Will thought of the first image that came into his head. It was one which he realised now had been worrying away at the back of his thoughts all this while: the picture of the two great doors, isolated on the snowy hillside, with all their intricate carving, and the strange blur at their edges.

Merriman said at once: “Not the doors. Nothing so close. Somewhere from your life before this winter came.”

For a second Will stared at him, disconcerted; then he swallowed hard, closed his eyes and thought of the jeweller's shop his father ran in the little town of Eton.

Merriman said, slowly, “The door-handle is of the lever kind, like a round bar, to be pushed downward perhaps ten degrees on opening. A small hanging bell rings as the door moves. You step down a few inches to reach the floor, and the jolt of the drop is startling without being dangerous. There are glass showcases all round the walls, and beneath the glass counter — of course, this must be your father's shop. With some beautiful things inside it. A grandfather clock, very old, in the back corner, with a painted face and a deep, slow tick. A turquoise necklet in the central showcase with a setting of silver serpents: Zuni work, I think, a very long way from home. An emerald pendant like a great green tear. A small enchanting model of a Crusader castle, in gold — perhaps a saltcellar — that you have loved, I think, since you were a small boy. And that man behind the counter, short and content and gentle, must be your father, Roger Stanton. Interesting to see him clearly at last, free of the mist. . . . He has a jeweller's glass in his eye, and he is looking at a ring: an old gold ring with nine tiny stones set in three rows, three diamond chips in the centre and three rubies at either side, and some curious runic
lines edging those that I think I must look at more closely one day soon —”

“You even got the ring!” Will said, fascinated. “That's mother's ring, Dad was looking at it last time I was in the shop. She thought one of the stones was loose, but he said it was an optical illusion. . . . However do you do it?”

“Do what?” There was an ominous softness in the deep voice.

“Well — that. Put a picture in my head. And then see the one I had there myself. Telepathy, isn't it called? It's tremendous.” But an uneasiness was beginning in his mind.

“Very well,” Merriman said patiently. “I will show you in another way. There is a circle of candle flames beside you there on the table, Will Stanton. Now — do you know of any possible way of putting out one of those flames, other than blowing it out or quenching it with water or snuffer or hand?”

“No.”

“No. There is none. But now, I tell you that you, because you are who you are, can do that simply by wishing it. For the gift that you have, this is a very small task indeed. If in your mind you choose one of those flames and think of it without even looking, think of it and tell it to go out,
then that flame will go out
. And is that a possible thing for any normal boy to do?”

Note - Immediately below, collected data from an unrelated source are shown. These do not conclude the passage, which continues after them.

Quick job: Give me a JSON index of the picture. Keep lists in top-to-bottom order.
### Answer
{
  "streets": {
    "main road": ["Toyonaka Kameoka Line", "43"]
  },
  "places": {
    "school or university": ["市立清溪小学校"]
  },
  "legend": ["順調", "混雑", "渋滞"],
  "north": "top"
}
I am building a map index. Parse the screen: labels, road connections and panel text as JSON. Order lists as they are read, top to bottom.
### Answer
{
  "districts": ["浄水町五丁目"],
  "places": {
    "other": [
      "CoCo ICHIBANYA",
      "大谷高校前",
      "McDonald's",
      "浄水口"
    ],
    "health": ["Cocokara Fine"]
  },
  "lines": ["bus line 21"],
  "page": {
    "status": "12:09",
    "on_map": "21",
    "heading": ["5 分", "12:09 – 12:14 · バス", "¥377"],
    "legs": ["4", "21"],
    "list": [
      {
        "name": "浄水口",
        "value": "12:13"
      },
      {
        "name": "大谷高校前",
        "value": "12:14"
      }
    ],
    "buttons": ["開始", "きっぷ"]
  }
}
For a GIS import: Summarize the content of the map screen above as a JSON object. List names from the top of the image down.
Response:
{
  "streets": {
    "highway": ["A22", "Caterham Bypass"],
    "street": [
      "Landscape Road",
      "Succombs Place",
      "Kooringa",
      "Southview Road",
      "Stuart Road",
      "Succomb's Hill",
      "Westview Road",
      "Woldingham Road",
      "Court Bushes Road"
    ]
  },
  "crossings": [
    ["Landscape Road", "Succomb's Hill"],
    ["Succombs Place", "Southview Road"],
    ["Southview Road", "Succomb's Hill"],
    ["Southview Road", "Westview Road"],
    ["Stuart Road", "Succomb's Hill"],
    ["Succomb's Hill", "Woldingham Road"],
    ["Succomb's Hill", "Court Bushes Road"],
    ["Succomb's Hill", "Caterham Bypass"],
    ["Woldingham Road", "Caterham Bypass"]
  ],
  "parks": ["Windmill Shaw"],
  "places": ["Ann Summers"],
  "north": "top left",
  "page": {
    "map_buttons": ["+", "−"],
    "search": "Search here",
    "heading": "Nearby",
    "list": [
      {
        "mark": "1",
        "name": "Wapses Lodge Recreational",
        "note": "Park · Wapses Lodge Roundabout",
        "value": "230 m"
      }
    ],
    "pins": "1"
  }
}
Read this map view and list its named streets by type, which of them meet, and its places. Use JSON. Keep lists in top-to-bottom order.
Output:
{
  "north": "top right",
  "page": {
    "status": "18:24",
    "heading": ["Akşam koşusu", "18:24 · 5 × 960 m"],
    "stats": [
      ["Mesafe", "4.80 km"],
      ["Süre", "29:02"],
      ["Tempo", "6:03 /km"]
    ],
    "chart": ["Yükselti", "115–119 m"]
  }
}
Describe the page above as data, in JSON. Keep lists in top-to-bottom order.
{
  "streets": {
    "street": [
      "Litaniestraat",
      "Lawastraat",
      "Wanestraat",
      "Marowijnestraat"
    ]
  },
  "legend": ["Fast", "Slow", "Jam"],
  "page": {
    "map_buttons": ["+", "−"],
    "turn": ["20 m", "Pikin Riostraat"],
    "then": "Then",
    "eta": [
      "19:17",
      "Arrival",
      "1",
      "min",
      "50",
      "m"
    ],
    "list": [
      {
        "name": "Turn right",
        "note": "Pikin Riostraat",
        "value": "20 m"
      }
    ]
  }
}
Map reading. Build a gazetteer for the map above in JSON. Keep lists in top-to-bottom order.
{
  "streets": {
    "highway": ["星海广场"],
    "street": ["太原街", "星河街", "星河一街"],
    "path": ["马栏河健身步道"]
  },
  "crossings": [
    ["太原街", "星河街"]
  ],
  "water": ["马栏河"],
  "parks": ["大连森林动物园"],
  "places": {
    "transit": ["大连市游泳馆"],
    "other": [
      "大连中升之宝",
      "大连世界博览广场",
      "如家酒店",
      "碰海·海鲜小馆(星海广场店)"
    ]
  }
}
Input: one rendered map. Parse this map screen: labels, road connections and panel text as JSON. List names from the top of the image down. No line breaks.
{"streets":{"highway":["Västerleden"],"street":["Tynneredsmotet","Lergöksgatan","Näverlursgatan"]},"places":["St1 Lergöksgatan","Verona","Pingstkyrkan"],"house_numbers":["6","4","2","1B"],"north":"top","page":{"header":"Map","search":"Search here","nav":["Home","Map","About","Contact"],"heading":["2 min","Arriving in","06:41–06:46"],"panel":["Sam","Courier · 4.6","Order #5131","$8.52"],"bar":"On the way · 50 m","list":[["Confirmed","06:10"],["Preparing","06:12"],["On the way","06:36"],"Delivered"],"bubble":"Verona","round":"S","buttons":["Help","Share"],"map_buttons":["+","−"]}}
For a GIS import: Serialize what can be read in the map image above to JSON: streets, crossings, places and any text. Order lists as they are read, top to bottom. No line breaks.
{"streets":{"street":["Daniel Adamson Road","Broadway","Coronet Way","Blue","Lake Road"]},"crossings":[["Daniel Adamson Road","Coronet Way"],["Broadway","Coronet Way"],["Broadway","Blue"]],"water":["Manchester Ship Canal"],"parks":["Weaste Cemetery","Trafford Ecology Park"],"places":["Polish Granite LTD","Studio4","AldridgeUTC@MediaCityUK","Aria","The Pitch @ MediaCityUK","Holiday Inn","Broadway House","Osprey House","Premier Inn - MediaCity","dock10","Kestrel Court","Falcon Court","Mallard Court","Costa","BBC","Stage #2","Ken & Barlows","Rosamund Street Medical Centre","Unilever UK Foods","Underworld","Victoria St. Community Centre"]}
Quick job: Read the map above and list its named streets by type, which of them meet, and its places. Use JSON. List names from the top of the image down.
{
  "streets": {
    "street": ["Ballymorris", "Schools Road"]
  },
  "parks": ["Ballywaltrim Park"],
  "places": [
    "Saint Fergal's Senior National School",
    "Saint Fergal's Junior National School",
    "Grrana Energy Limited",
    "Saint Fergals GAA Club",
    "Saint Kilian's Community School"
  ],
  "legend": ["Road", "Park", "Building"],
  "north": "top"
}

“No,” Will said unhappily.

“Do it,” Merriman said. “Now.”

There was a sudden thick silence in the room, like velvet. Will could feel them both watching him. He thought desperately: I'll get out of it, I'll think of a flame, but it won't be one of those; it'll be something much bigger, something that couldn't be put out except by some tremendous impossible magic even Merriman doesn't know. . . . He looked across the room at the light and shadow dancing side by side across the rich tapestries on the stone walls, and he thought hard, in furious concentration, of the image of the blazing log fire in the huge fireplace behind him. He felt the warmth of it on the back of his neck, and thought of the glowing orange heart of the big pile of logs and the leaping yellow tongues of flame.
Go out, fire
, he said to it in his mind, feeling suddenly safe and free from the dangers of power, because of course no fire as big as that could possibly go out without a real reason.
Stop burning, fire. Go out
.

And the fire went out.

All at once the room was chill — and darker. The ring of candle flames on the table burned on, in a small cold pool of their own light only. Will spun round, staring in consternation at the hearth; there was no hint of smoke, or water, or of any way in which the fire could possibly have died. But dead it was, cold and black, without a spark. He moved towards it slowly. Merriman and the old lady said no word, and did not stir. Will bent and touched the blackened logs in the hearth, and they were cold as stone — yet furred with a layer of new ash that fell away under his fingers into a white dust. He stood up, rubbing his hand slowly up and down his trouser-leg, and looked helplessly at Merriman. The man's deep eyes burned like black candle flames, but there was compassion in them, and as Will glanced nervously across at the old lady, he saw a kind of tenderness in her face too. She said gently: “It's a little cold, Will.”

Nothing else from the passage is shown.